● **Dataset entries**
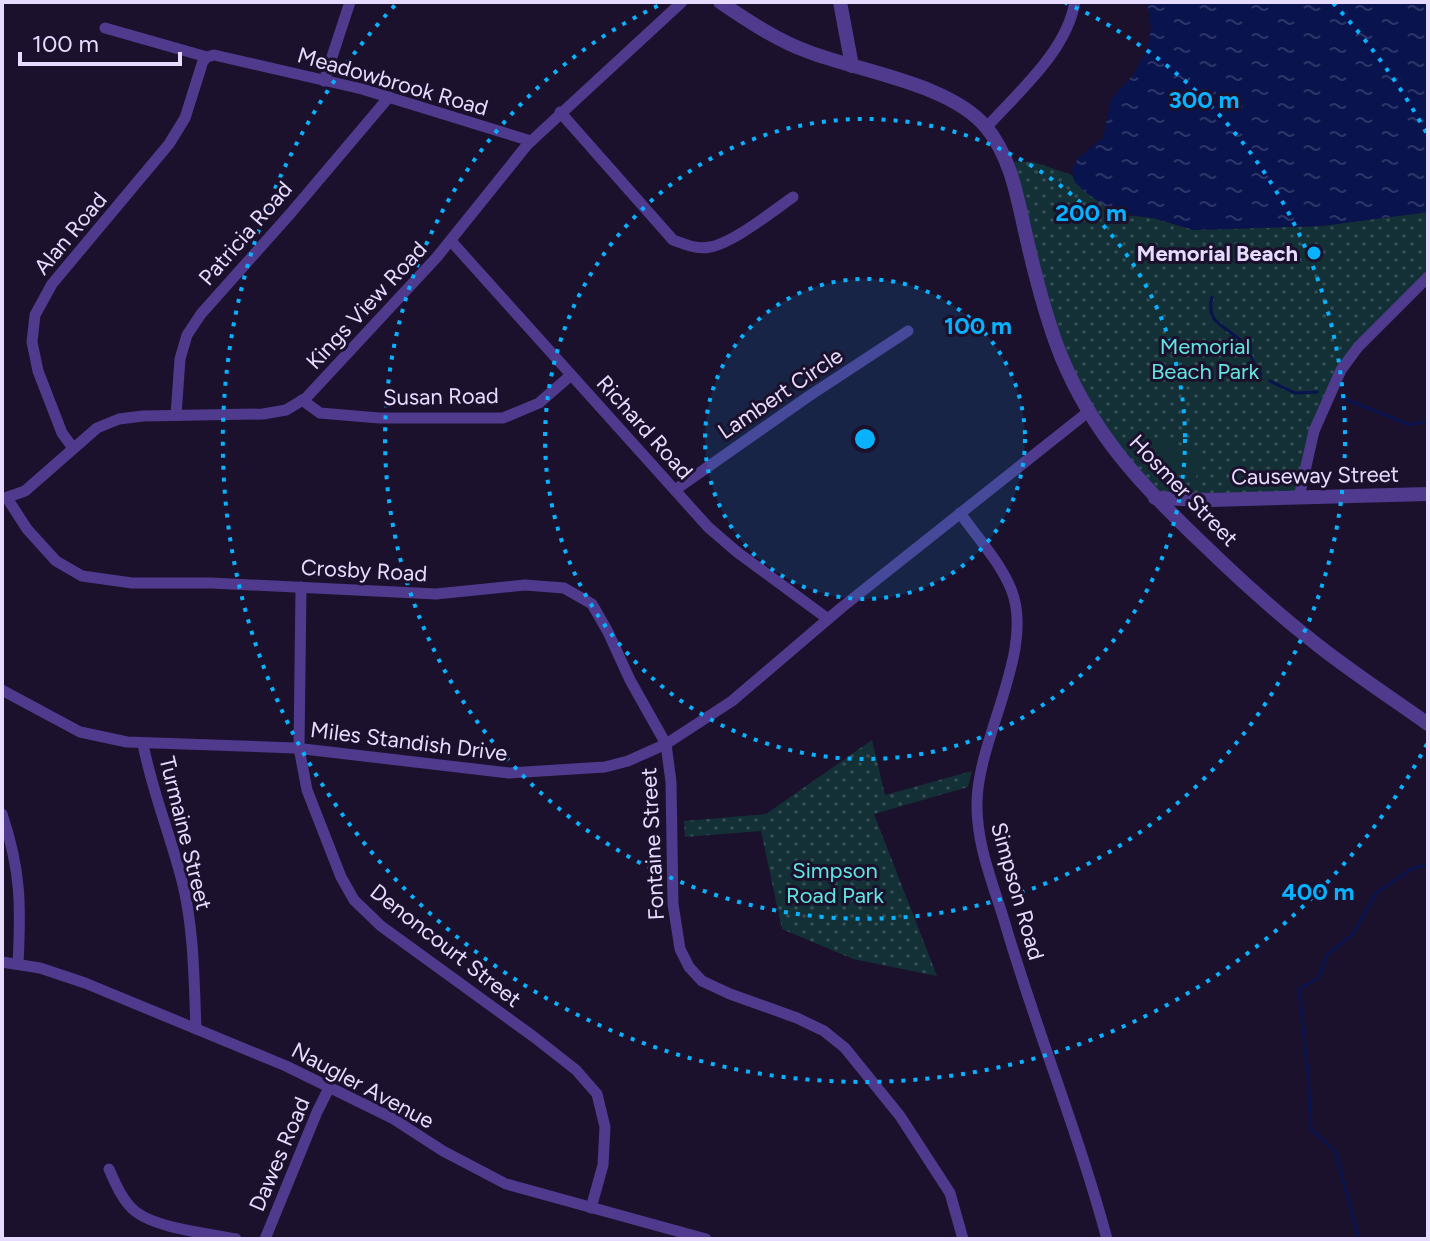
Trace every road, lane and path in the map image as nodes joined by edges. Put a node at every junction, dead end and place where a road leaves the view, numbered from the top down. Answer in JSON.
{"nodes":[{"id":1,"x":350,"y":2,"type":"edge"},
{"id":2,"x":682,"y":2,"type":"edge"},
{"id":3,"x":720,"y":2,"type":"edge"},
{"id":4,"x":840,"y":2,"type":"edge"},
{"id":5,"x":1075,"y":2,"type":"edge"},
{"id":6,"x":105,"y":28,"type":"dead end"},
{"id":7,"x":207,"y":57,"type":"junction"},
{"id":8,"x":852,"y":66,"type":"junction"},
{"id":9,"x":324,"y":81,"type":"junction"},
{"id":10,"x":389,"y":97,"type":"junction"},
{"id":11,"x":560,"y":112,"type":"junction"},
{"id":12,"x":986,"y":128,"type":"junction"},
{"id":13,"x":531,"y":141,"type":"junction"},
{"id":14,"x":793,"y":197,"type":"dead end"},
{"id":15,"x":451,"y":241,"type":"junction"},
{"id":16,"x":1428,"y":277,"type":"edge"},
{"id":17,"x":908,"y":331,"type":"dead end"},
{"id":18,"x":571,"y":375,"type":"junction"},
{"id":19,"x":302,"y":400,"type":"junction"},
{"id":20,"x":1088,"y":412,"type":"junction"},
{"id":21,"x":176,"y":415,"type":"junction"},
{"id":22,"x":73,"y":448,"type":"junction"},
{"id":23,"x":675,"y":490,"type":"junction"},
{"id":24,"x":1428,"y":494,"type":"edge"},
{"id":25,"x":1299,"y":497,"type":"junction"},
{"id":26,"x":1155,"y":498,"type":"junction"},
{"id":27,"x":4,"y":499,"type":"edge"},
{"id":28,"x":960,"y":513,"type":"junction"},
{"id":29,"x":301,"y":587,"type":"junction"},
{"id":30,"x":828,"y":619,"type":"junction"},
{"id":31,"x":2,"y":690,"type":"edge"},
{"id":32,"x":1428,"y":724,"type":"edge"},
{"id":33,"x":143,"y":744,"type":"junction"},
{"id":34,"x":666,"y":744,"type":"junction"},
{"id":35,"x":299,"y":748,"type":"junction"},
{"id":36,"x":2,"y":814,"type":"edge"},
{"id":37,"x":2,"y":962,"type":"edge"},
{"id":38,"x":18,"y":964,"type":"junction"},
{"id":39,"x":196,"y":1029,"type":"junction"},
{"id":40,"x":330,"y":1086,"type":"junction"},
{"id":41,"x":109,"y":1169,"type":"dead end"},
{"id":42,"x":591,"y":1208,"type":"junction"},
{"id":43,"x":236,"y":1239,"type":"edge"},
{"id":44,"x":265,"y":1239,"type":"edge"},
{"id":45,"x":706,"y":1239,"type":"edge"},
{"id":46,"x":963,"y":1239,"type":"edge"},
{"id":47,"x":1107,"y":1239,"type":"edge"}],
"edges":[{"from":1,"to":9,"type":"street"},
{"from":2,"to":11,"type":"street","name":"Kings View Road"},
{"from":3,"to":8,"type":"street","name":"Hosmer Street"},
{"from":4,"to":8,"type":"street"},
{"from":5,"to":12,"type":"street"},
{"from":6,"to":7,"type":"street","name":"Meadowbrook Road"},
{"from":7,"to":9,"type":"street","name":"Meadowbrook Road"},
{"from":7,"to":22,"type":"street","name":"Alan Road"},
{"from":8,"to":12,"type":"street","name":"Hosmer Street"},
{"from":9,"to":10,"type":"street","name":"Meadowbrook Road"},
{"from":10,"to":13,"type":"street","name":"Meadowbrook Road"},
{"from":10,"to":21,"type":"street","name":"Patricia Road"},
{"from":11,"to":13,"type":"street","name":"Kings View Road"},
{"from":11,"to":14,"type":"street"},
{"from":12,"to":20,"type":"street","name":"Hosmer Street"},
{"from":13,"to":15,"type":"street","name":"Kings View Road"},
{"from":15,"to":18,"type":"street","name":"Richard Road"},
{"from":15,"to":19,"type":"street","name":"Kings View Road"},
{"from":16,"to":25,"type":"street"},
{"from":17,"to":23,"type":"street","name":"Lambert Circle"},
{"from":18,"to":19,"type":"street","name":"Susan Road"},
{"from":18,"to":23,"type":"street","name":"Richard Road"},
{"from":19,"to":21,"type":"street","name":"Kings View Road"},
{"from":20,"to":26,"type":"street","name":"Hosmer Street"},
{"from":20,"to":28,"type":"street","name":"Miles Standish Drive"},
{"from":21,"to":22,"type":"street","name":"Kings View Road"},
{"from":22,"to":27,"type":"street","name":"Kings View Road"},
{"from":23,"to":30,"type":"street","name":"Richard Road"},
{"from":24,"to":25,"type":"street","name":"Causeway Street"},
{"from":25,"to":26,"type":"street","name":"Causeway Street"},
{"from":26,"to":32,"type":"street","name":"Hosmer Street"},
{"from":27,"to":29,"type":"street","name":"Crosby Road"},
{"from":28,"to":30,"type":"street","name":"Miles Standish Drive"},
{"from":28,"to":47,"type":"street","name":"Simpson Road"},
{"from":29,"to":34,"type":"street","name":"Crosby Road"},
{"from":29,"to":35,"type":"street","name":"Denoncourt Street"},
{"from":30,"to":34,"type":"street","name":"Miles Standish Drive"},
{"from":31,"to":33,"type":"street","name":"Miles Standish Drive"},
{"from":33,"to":35,"type":"street","name":"Miles Standish Drive"},
{"from":33,"to":39,"type":"street","name":"Turmaine Street"},
{"from":34,"to":35,"type":"street","name":"Miles Standish Drive"},
{"from":34,"to":46,"type":"street","name":"Fontaine Street"},
{"from":35,"to":42,"type":"street","name":"Denoncourt Street"},
{"from":36,"to":38,"type":"street"},
{"from":37,"to":38,"type":"street","name":"Naugler Avenue"},
{"from":38,"to":39,"type":"street","name":"Naugler Avenue"},
{"from":39,"to":40,"type":"street","name":"Naugler Avenue"},
{"from":40,"to":42,"type":"street","name":"Naugler Avenue"},
{"from":40,"to":44,"type":"street","name":"Dawes Road"},
{"from":41,"to":43,"type":"street"},
{"from":42,"to":45,"type":"street","name":"Naugler Avenue"}]}
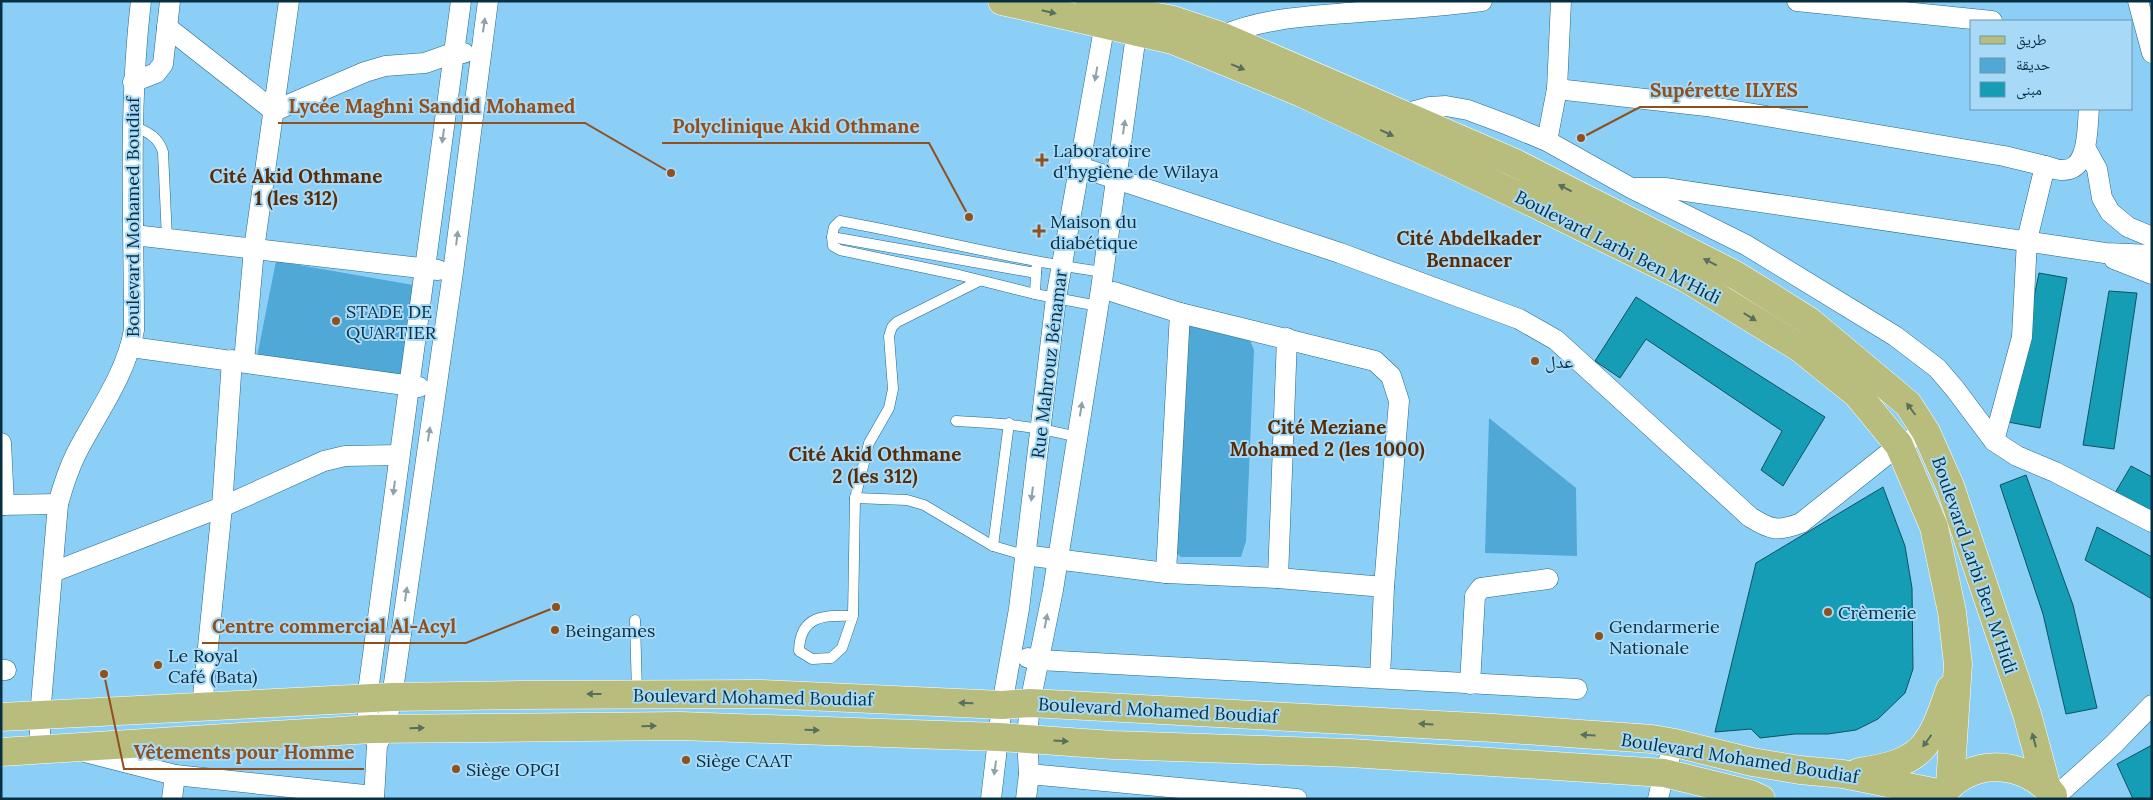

● **Problem to work on**
Gather and copy every line of the data in which the string "Miles" is found.

● **Your response**
{"from":20,"to":28,"type":"street","name":"Miles Standish Drive"},
{"from":28,"to":30,"type":"street","name":"Miles Standish Drive"},
{"from":30,"to":34,"type":"street","name":"Miles Standish Drive"},
{"from":31,"to":33,"type":"street","name":"Miles Standish Drive"},
{"from":33,"to":35,"type":"street","name":"Miles Standish Drive"},
{"from":34,"to":35,"type":"street","name":"Miles Standish Drive"},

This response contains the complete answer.